What PIA actually keeps and what it can’t say

Like every account-based provider, PIA holds your email and payment record. The no-logs policy covers the operational layer: no browsing activity, no connection or assigned-IP logs, no session records. The architecture runs RAM-only servers, so even seizure of hardware yields nothing persistent, the same design logic our RAM-only servers explainer covers.

The court cases bound what this means in practice better than any policy text: when US federal law enforcement asked, the most PIA could say about a user was the coast their traffic touched.

What to configure if you choose PIA

Settings worth a minute after install: enable the kill switch (PIA’s is robust, with an “advanced” always-on mode), pick WireGuard for speed, and turn on MACE, PIA’s DNS-level ad and tracker blocker, which quietly ranks among the better bundled blockers. Crypto payment is available for buyers who want the account itself less linked to identity, a half-step toward the Mullvad model. And as with every provider, verify the no-leak claim on your own setup once: two minutes on a leak-test site beats any review’s assurance, ours included.

Should you trust PIA with your privacy?

For the threat model most people actually have, ISP snooping, network surveillance, advertising profiles, PIA’s evidence file is excellent and its price ($3.33/mo on the 1-year plan, unlimited devices) makes it the best privacy-per-dollar deal in our table.
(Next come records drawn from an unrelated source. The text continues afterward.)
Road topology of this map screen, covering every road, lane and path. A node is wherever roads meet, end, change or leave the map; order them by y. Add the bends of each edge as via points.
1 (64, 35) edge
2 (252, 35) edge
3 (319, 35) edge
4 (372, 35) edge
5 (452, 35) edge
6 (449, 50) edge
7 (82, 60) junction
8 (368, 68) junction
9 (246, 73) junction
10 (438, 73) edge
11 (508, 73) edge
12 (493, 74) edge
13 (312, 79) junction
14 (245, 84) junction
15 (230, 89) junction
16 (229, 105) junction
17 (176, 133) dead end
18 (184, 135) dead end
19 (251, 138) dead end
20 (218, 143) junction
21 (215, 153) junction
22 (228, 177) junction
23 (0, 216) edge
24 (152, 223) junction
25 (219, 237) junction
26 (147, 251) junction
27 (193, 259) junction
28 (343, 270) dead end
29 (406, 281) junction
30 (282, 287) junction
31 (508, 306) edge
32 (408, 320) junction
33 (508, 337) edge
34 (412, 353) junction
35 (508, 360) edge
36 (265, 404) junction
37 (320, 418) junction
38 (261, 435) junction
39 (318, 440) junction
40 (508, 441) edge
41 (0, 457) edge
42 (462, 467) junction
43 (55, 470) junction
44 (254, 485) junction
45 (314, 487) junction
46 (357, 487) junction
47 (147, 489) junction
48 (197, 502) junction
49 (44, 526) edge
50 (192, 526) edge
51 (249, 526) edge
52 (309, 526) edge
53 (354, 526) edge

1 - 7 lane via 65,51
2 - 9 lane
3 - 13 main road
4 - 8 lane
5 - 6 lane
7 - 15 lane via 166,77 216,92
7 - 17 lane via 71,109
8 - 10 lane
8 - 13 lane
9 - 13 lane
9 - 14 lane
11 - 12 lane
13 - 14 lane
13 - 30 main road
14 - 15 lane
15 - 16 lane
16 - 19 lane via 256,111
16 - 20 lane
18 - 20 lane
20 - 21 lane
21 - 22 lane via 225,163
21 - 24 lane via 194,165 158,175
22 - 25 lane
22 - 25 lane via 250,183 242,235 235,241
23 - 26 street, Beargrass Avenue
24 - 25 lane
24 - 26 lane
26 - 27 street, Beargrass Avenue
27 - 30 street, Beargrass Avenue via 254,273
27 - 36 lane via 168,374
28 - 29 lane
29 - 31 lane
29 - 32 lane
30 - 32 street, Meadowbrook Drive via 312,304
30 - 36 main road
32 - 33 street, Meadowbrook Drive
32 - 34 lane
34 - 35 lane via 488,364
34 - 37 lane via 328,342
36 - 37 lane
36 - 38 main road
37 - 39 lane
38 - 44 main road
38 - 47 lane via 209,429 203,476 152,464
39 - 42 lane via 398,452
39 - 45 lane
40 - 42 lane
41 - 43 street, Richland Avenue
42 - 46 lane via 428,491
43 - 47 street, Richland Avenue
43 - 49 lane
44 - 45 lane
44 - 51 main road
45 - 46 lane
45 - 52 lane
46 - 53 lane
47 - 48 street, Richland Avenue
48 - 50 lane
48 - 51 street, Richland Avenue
The full picture, including its weaker streaming, lives in our PIA review.

For threat models involving state-level adversaries specifically targeting you, the US jurisdiction is the honest hesitation, and Proton VPN or Mullvad fit better. That’s not a knock on PIA’s integrity; it’s just what the Five Eyes membership means structurally, no matter how empty the filing cabinets are.

If the court record convinces you the way it convinces us: get PIA here.
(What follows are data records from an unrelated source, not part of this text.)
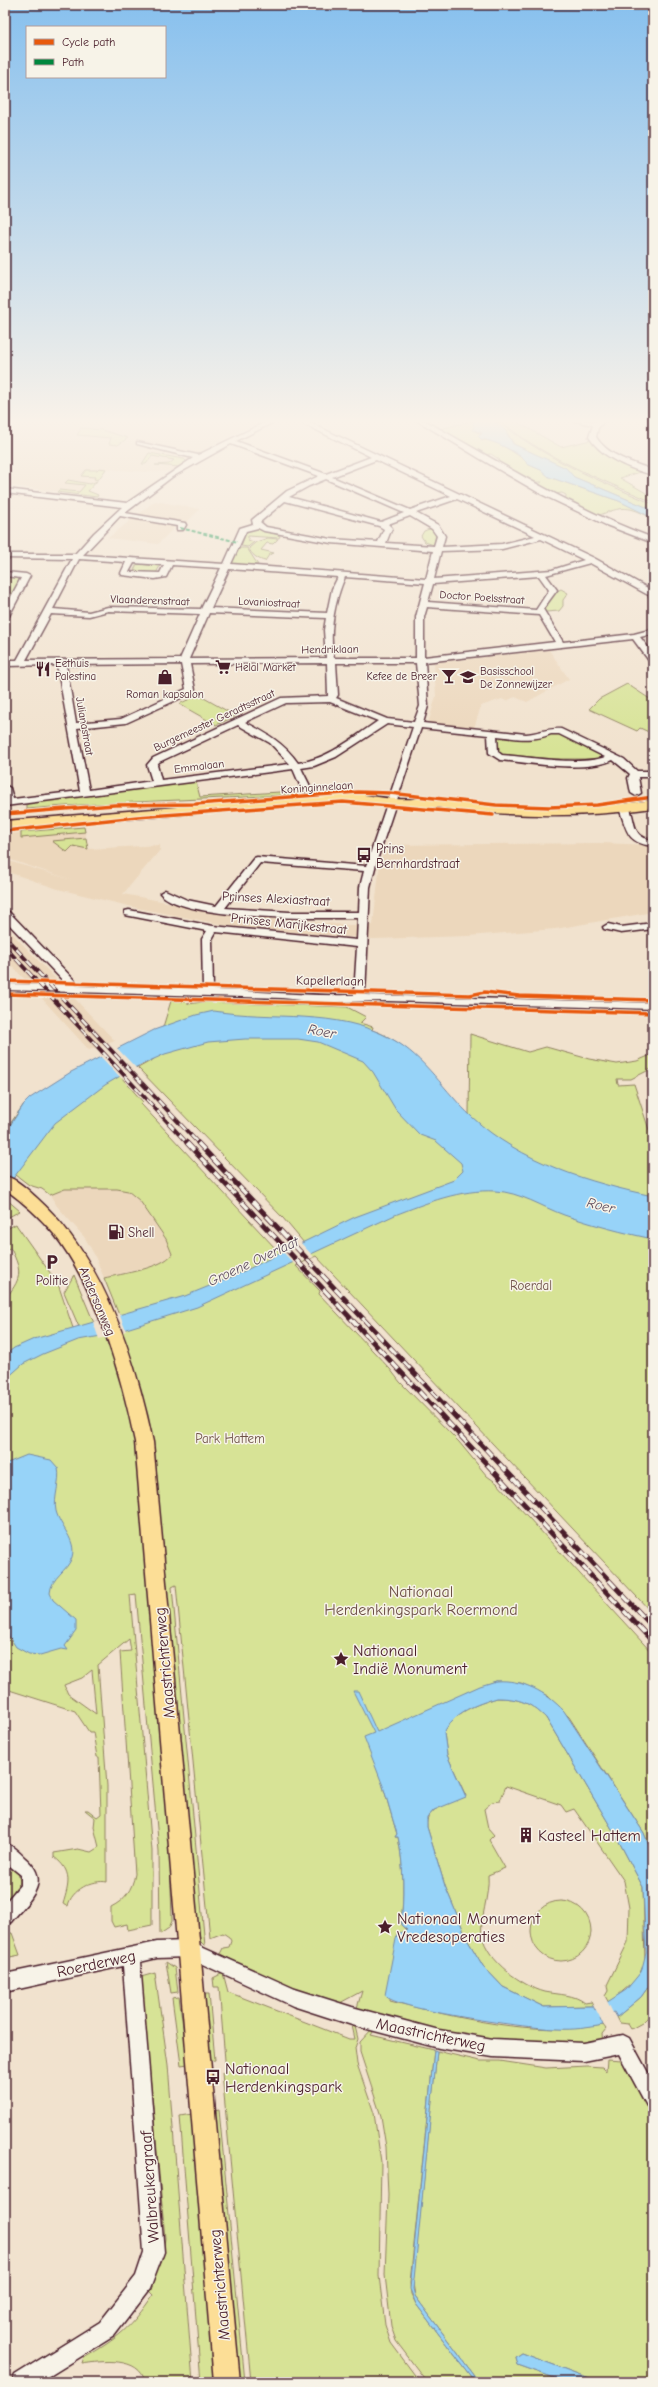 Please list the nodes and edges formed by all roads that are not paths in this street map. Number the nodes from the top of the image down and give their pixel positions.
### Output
1 (105, 529) edge
2 (247, 529) edge
3 (273, 529) edge
4 (387, 529) edge
5 (436, 529) edge
6 (528, 529) edge
7 (621, 529) edge
8 (542, 536) junction
9 (653, 541) edge
10 (381, 545) junction
11 (437, 550) junction
12 (5, 556) edge
13 (77, 557) junction
14 (131, 560) junction
15 (591, 560) junction
16 (170, 563) junction
17 (225, 566) junction
18 (541, 573) junction
19 (5, 574) edge
20 (342, 576) junction
21 (428, 582) junction
22 (653, 594) edge
23 (422, 604) junction
24 (48, 611) junction
25 (205, 611) junction
26 (6, 612) edge
27 (541, 613) junction
28 (331, 616) junction
29 (653, 631) edge
30 (635, 636) junction
31 (560, 644) junction
32 (331, 660) junction
33 (421, 660) junction
34 (653, 660) edge
35 (184, 662) junction
36 (5, 663) edge
37 (20, 663) junction
38 (61, 663) junction
39 (331, 698) junction
40 (385, 721) junction
41 (239, 722) junction
42 (419, 725) junction
43 (72, 726) junction
44 (492, 733) junction
45 (613, 757) junction
46 (297, 766) junction
47 (635, 774) junction
48 (653, 774) edge
49 (157, 783) junction
50 (5, 788) edge
51 (307, 790) dead end
52 (85, 793) junction
53 (636, 793) dead end
54 (392, 800) junction
55 (7, 803) edge
56 (653, 804) edge
57 (210, 808) junction
58 (624, 808) junction
59 (5, 820) edge
60 (5, 825) edge
61 (653, 843) edge
62 (370, 869) junction
63 (165, 893) dead end
64 (219, 909) junction
65 (129, 913) dead end
66 (5, 914) edge
67 (363, 915) junction
68 (653, 926) edge
69 (608, 927) dead end
70 (213, 929) junction
71 (362, 944) junction
72 (5, 987) edge
73 (71, 988) junction
74 (208, 993) junction
75 (358, 999) junction
76 (653, 1006) edge
77 (11, 1185) edge
78 (127, 1373) joint
79 (5, 1852) edge
80 (5, 1916) edge
81 (188, 1949) junction
82 (132, 1956) junction
83 (5, 1983) edge
84 (653, 2100) edge
85 (22, 2382) edge
86 (227, 2382) edge

1 - 13 street
2 - 17 street
3 - 10 street
4 - 10 street
5 - 11 street
6 - 8 street
7 - 9 street
8 - 11 street
8 - 15 street
10 - 11 street
11 - 21 street
12 - 13 street
13 - 14 street
13 - 24 street
14 - 16 street
14 - 16 street
15 - 18 street
15 - 22 street
16 - 17 street
17 - 20 street
17 - 25 street
18 - 21 street
18 - 27 street
19 - 26 street
20 - 21 street
20 - 28 street
21 - 23 street
23 - 27 street, Doctor Poelsstraat
23 - 33 street
24 - 25 street, Vlaanderenstraat
24 - 37 street
25 - 28 street, Lovaniostraat
25 - 35 street
27 - 31 street
28 - 32 street
29 - 30 street, Hendriklaan
30 - 31 street, Hendriklaan
30 - 34 street
31 - 33 street, Hendriklaan
32 - 33 street, Hendriklaan
32 - 35 street, Hendriklaan
32 - 39 street
33 - 42 street
35 - 38 street, Hendriklaan
35 - 43 street
36 - 37 street, Hendriklaan
37 - 38 street, Hendriklaan
38 - 43 street, Julianastraat
39 - 40 street
39 - 41 street, Burgemeester Geradtsstraat
40 - 42 street
40 - 46 street, Emmalaan
41 - 46 street
41 - 49 street, Burgemeester Geradtsstraat
42 - 44 street
42 - 54 street
43 - 52 street, Julianastraat
44 - 45 street
44 - 45 street
45 - 47 street
46 - 49 street, Emmalaan
46 - 51 street
47 - 48 street
47 - 53 street
49 - 52 street, Emmalaan
50 - 55 street
52 - 55 street, Emmalaan
54 - 57 main road, Koninginnelaan
54 - 58 main road, Koninginnelaan
54 - 62 street
56 - 58 main road, Koninginnelaan
57 - 59 main road, Koninginnelaan
57 - 60 main road, Koninginnelaan
58 - 61 street
62 - 64 street
62 - 67 street
63 - 64 street, Prinses Alexiastraat
64 - 67 street, Prinses Alexiastraat
65 - 70 street, Prinses Marijkestraat
66 - 73 street
67 - 71 street
68 - 69 street
70 - 71 street, Prinses Marijkestraat
70 - 74 street, Prinses Marijkestraat
71 - 75 street
72 - 73 street, Kapellerlaan
73 - 74 street, Kapellerlaan
74 - 75 street, Kapellerlaan
75 - 76 street, Kapellerlaan
77 - 78 main road, Andersonweg
78 - 81 main road, Maastrichterweg
79 - 80 street
81 - 82 street, Roerderweg
81 - 84 street, Maastrichterweg
81 - 86 main road, Maastrichterweg
82 - 83 street, Roerderweg
82 - 85 street, Walbreukergraaf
What would have to be true for PIA to log you anyway

Steelmanning the skeptic helps calibrate trust. For PIA to log users today despite the record, several things would need to hold simultaneously: a reversal of the architecture that produced two empty subpoena responses, concealment surviving open-source client code and periodic external review, silence from employees across years and an acquisition, and a willingness to incinerate the company’s single market differentiator the day it surfaced.
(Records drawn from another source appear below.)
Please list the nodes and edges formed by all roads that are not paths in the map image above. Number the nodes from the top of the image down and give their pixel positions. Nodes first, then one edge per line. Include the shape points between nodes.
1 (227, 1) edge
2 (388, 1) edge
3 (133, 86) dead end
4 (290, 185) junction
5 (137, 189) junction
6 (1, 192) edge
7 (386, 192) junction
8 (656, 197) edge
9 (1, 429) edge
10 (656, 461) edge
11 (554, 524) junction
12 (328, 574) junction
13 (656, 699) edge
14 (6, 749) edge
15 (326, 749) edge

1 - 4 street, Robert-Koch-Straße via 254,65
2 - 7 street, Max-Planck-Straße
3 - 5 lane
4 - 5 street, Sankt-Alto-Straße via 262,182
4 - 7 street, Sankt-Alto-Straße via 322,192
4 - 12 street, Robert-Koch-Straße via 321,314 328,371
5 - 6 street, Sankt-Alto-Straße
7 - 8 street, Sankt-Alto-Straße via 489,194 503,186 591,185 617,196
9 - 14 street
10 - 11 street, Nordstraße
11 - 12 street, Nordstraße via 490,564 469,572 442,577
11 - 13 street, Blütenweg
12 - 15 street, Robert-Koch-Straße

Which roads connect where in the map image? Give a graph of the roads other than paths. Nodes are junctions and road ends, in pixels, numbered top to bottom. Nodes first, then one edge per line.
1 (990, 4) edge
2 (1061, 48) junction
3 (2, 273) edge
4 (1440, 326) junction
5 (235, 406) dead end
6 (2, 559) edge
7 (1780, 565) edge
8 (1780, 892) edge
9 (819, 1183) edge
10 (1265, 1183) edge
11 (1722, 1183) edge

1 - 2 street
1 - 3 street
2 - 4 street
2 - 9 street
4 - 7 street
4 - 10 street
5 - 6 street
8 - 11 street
Possible? In the way all unfalsifiable corporate betrayals are possible. Likely? The incentive analysis says no: PIA’s entire commercial identity is the court record, and no subpoena since has produced a contradicting result. That’s the honest shape of VPN trust generally: never proof, always a probability built from evidence, incentives and time. PIA’s particular stack of evidence is unusual enough that paranoia about it specifically is misallocated; the US legislative future is the rational thing to watch instead.

Want to compare all VPNs side by side? Check our full VPN comparison table with scores across 18 criteria.

One historical footnote for completeness: PIA’s parent briefly drew criticism in 2016 for exiting Russia rather than complying with local server logging mandates, abandoning hardware instead of users. Episodes like that, leaving money on the table to keep the policy intact, are the texture behind the court record, and they predate the current ownership entirely.